*What you will do*. Wherever a line in the data holds the word "numbered", pull that line out.

*Extracted records*.
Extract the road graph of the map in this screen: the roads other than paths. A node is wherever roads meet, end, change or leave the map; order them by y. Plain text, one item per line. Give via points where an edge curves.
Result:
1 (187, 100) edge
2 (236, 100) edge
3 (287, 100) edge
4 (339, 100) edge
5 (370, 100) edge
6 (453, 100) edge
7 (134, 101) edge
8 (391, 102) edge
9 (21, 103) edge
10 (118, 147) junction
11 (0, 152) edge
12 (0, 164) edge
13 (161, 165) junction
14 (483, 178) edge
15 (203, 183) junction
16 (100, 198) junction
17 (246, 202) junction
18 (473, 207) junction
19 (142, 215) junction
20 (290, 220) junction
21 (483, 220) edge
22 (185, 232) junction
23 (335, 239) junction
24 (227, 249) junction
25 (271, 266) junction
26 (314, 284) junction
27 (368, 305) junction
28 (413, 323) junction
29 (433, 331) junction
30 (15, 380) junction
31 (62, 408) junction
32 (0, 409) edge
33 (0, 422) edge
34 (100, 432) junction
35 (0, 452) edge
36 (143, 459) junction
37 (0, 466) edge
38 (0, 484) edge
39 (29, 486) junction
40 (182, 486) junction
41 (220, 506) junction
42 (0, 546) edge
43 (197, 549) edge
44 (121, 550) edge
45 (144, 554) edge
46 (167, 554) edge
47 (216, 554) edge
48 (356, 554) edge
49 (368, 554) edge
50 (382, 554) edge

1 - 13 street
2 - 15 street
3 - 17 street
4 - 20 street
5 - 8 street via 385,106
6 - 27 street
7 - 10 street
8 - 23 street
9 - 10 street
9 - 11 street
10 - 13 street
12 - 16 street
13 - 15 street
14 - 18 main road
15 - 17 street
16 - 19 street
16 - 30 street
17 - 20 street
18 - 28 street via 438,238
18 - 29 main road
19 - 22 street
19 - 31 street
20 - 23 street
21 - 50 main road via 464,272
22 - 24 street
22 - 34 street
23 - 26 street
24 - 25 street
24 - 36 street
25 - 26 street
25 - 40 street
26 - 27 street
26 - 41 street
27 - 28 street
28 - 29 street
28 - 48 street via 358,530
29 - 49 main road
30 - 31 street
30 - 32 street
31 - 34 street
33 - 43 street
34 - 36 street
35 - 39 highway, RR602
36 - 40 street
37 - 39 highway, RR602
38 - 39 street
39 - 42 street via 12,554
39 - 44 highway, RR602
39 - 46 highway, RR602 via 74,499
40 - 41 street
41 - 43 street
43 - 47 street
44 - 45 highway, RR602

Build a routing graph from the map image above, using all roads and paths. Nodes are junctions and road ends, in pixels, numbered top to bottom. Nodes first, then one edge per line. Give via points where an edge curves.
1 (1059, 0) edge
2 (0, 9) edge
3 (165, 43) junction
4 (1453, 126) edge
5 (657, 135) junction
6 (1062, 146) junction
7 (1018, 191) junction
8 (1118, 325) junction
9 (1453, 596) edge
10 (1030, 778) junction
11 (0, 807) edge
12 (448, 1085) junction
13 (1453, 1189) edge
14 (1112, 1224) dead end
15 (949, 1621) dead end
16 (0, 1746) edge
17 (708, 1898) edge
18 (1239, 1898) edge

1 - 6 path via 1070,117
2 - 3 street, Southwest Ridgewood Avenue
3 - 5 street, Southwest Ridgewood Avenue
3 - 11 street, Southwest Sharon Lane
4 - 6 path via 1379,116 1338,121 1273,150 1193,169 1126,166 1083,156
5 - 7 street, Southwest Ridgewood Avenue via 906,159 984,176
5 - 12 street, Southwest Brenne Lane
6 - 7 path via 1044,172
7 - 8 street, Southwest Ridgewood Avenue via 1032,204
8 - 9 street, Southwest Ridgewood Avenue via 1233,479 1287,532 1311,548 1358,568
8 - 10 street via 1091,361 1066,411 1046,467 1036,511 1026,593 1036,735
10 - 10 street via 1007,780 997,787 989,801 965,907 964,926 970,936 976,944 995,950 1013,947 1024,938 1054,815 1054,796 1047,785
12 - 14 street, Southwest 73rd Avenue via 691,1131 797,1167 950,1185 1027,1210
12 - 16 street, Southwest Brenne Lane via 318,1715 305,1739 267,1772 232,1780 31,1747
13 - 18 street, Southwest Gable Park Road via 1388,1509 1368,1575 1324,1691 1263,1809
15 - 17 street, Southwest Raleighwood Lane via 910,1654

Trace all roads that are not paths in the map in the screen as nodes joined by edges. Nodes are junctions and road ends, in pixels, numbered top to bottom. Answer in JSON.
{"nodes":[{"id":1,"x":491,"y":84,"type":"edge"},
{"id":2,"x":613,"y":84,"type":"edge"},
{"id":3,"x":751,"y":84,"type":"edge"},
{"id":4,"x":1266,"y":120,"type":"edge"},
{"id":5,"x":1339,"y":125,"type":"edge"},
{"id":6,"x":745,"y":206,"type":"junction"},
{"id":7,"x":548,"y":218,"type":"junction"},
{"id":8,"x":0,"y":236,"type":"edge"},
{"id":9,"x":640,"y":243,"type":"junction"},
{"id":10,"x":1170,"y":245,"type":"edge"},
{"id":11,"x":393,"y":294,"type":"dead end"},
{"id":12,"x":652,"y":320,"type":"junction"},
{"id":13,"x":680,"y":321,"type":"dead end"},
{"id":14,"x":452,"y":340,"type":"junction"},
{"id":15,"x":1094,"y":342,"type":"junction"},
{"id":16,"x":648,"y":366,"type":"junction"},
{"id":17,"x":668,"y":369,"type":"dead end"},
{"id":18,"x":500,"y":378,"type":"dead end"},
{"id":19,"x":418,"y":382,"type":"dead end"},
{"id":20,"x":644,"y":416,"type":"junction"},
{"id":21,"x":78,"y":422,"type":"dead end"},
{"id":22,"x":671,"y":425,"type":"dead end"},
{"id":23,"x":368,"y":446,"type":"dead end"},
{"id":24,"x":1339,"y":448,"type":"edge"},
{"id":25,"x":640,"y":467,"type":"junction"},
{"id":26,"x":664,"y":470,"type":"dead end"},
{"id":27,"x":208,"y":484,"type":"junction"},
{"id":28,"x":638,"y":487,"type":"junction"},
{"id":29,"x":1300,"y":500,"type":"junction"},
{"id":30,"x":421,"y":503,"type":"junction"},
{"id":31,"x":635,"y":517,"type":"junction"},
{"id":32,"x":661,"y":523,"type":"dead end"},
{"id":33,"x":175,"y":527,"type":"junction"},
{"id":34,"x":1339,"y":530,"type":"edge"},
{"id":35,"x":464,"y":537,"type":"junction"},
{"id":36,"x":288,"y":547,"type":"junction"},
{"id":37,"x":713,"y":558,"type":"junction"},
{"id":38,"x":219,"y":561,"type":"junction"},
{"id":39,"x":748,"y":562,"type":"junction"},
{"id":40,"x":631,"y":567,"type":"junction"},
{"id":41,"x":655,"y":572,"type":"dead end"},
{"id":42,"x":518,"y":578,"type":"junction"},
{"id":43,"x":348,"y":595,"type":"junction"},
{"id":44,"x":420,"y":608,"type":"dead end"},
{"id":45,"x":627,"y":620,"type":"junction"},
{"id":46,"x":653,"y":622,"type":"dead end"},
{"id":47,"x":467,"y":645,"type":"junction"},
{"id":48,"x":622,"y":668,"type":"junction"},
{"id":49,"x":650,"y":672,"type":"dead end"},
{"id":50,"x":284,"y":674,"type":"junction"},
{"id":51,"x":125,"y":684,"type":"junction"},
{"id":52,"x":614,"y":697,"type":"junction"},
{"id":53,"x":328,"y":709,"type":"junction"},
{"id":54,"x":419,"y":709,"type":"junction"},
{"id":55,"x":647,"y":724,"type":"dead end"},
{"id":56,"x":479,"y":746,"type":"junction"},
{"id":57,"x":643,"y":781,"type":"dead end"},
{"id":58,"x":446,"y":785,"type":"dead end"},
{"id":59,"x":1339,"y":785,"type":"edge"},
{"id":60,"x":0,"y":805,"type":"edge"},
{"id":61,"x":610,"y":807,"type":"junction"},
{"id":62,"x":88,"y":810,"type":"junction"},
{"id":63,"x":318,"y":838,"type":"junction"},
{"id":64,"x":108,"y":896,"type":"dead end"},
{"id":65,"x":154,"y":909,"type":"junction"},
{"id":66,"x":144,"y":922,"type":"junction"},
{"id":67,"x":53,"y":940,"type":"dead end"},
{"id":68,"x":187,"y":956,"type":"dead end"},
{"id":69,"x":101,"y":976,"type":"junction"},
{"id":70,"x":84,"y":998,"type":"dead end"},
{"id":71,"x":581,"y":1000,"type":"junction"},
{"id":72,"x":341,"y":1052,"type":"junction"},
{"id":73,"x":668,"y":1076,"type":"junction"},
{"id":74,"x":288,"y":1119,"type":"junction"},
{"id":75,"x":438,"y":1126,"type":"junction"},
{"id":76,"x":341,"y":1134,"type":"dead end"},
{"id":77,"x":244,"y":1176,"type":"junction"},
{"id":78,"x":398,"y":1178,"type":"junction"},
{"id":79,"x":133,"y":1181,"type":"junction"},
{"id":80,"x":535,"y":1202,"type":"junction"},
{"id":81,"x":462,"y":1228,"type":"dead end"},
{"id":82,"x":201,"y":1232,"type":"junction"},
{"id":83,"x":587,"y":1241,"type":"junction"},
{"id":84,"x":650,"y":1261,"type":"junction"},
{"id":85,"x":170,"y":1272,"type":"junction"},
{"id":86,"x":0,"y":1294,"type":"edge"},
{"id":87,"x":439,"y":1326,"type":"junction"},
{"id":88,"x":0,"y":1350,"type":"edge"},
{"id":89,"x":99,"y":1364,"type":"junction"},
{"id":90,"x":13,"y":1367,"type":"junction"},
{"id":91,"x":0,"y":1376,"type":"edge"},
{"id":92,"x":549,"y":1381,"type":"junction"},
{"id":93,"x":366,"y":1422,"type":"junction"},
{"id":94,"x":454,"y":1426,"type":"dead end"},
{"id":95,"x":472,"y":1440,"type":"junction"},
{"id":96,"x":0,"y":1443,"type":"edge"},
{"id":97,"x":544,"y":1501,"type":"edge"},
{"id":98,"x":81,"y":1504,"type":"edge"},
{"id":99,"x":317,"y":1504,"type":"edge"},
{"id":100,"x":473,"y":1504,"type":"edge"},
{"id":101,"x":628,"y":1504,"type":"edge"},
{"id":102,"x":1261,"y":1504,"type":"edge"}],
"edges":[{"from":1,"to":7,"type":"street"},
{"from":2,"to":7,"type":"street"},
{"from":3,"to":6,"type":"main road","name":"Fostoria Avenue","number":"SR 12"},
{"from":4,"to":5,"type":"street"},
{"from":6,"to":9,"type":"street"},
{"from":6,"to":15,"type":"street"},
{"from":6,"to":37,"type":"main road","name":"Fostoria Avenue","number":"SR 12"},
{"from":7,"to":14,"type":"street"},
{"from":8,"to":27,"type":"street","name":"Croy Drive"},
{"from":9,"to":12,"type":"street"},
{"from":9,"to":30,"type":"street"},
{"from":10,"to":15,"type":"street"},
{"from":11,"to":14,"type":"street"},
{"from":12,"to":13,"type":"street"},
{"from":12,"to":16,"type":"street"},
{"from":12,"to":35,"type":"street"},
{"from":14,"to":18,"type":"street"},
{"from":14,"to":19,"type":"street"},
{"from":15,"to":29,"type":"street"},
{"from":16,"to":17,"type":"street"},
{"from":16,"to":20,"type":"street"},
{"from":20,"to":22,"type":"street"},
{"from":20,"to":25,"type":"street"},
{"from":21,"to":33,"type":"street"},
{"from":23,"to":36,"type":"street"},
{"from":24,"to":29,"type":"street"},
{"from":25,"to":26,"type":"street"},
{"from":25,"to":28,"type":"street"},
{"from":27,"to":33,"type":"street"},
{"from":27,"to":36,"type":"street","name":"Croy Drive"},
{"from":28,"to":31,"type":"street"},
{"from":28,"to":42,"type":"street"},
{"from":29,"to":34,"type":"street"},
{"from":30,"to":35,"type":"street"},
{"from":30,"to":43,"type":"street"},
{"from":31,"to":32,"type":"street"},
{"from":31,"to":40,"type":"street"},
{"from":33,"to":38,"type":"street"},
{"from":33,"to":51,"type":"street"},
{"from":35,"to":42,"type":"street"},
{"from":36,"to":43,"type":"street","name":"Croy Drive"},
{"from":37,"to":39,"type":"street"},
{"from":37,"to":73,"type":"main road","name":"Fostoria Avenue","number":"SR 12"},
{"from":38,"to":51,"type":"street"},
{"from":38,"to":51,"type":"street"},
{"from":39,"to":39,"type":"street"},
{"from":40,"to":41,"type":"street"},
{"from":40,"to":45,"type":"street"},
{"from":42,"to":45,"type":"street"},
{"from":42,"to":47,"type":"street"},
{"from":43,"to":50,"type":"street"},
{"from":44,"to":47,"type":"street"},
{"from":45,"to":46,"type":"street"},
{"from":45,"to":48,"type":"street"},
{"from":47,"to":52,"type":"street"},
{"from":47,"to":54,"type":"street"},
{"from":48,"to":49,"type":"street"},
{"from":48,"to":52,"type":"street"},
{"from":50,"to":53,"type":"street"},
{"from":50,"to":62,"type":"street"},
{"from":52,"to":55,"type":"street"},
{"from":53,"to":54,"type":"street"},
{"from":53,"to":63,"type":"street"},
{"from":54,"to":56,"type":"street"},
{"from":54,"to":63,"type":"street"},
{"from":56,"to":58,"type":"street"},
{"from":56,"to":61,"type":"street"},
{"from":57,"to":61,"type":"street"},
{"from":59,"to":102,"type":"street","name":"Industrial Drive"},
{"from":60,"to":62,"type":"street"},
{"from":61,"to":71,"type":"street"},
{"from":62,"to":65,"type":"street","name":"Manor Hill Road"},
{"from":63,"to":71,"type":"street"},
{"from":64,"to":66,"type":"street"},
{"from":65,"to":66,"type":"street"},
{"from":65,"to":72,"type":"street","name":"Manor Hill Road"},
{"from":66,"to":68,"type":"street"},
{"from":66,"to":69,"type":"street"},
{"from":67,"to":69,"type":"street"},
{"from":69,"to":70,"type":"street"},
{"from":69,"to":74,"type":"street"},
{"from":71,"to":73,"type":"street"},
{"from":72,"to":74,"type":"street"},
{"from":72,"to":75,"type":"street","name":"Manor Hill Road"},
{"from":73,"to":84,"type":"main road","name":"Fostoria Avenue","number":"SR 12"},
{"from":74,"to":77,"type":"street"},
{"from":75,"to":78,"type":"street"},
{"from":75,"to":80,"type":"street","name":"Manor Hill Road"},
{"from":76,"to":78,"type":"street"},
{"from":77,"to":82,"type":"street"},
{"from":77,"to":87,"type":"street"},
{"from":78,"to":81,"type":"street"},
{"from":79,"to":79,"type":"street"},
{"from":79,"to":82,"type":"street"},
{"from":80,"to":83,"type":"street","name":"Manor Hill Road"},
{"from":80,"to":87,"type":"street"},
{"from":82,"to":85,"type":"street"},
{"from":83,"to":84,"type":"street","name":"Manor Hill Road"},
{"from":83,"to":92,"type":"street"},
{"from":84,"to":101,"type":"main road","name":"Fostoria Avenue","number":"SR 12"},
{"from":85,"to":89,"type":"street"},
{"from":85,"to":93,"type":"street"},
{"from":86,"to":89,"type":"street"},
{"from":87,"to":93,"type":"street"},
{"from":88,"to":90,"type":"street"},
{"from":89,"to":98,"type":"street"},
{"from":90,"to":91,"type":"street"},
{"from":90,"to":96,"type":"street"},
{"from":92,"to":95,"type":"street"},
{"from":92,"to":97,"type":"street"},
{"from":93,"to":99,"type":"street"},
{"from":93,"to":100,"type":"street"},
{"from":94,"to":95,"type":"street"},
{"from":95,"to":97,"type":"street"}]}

*Reply to the task*.
Build a routing graph from the map image above, using all roads and paths. Nodes are junctions and road ends, in pixels, numbered top to bottom. Nodes first, then one edge per line. Give via points where an edge curves.
Trace all roads that are not paths in the map in the screen as nodes joined by edges. Nodes are junctions and road ends, in pixels, numbered top to bottom. Answer in JSON.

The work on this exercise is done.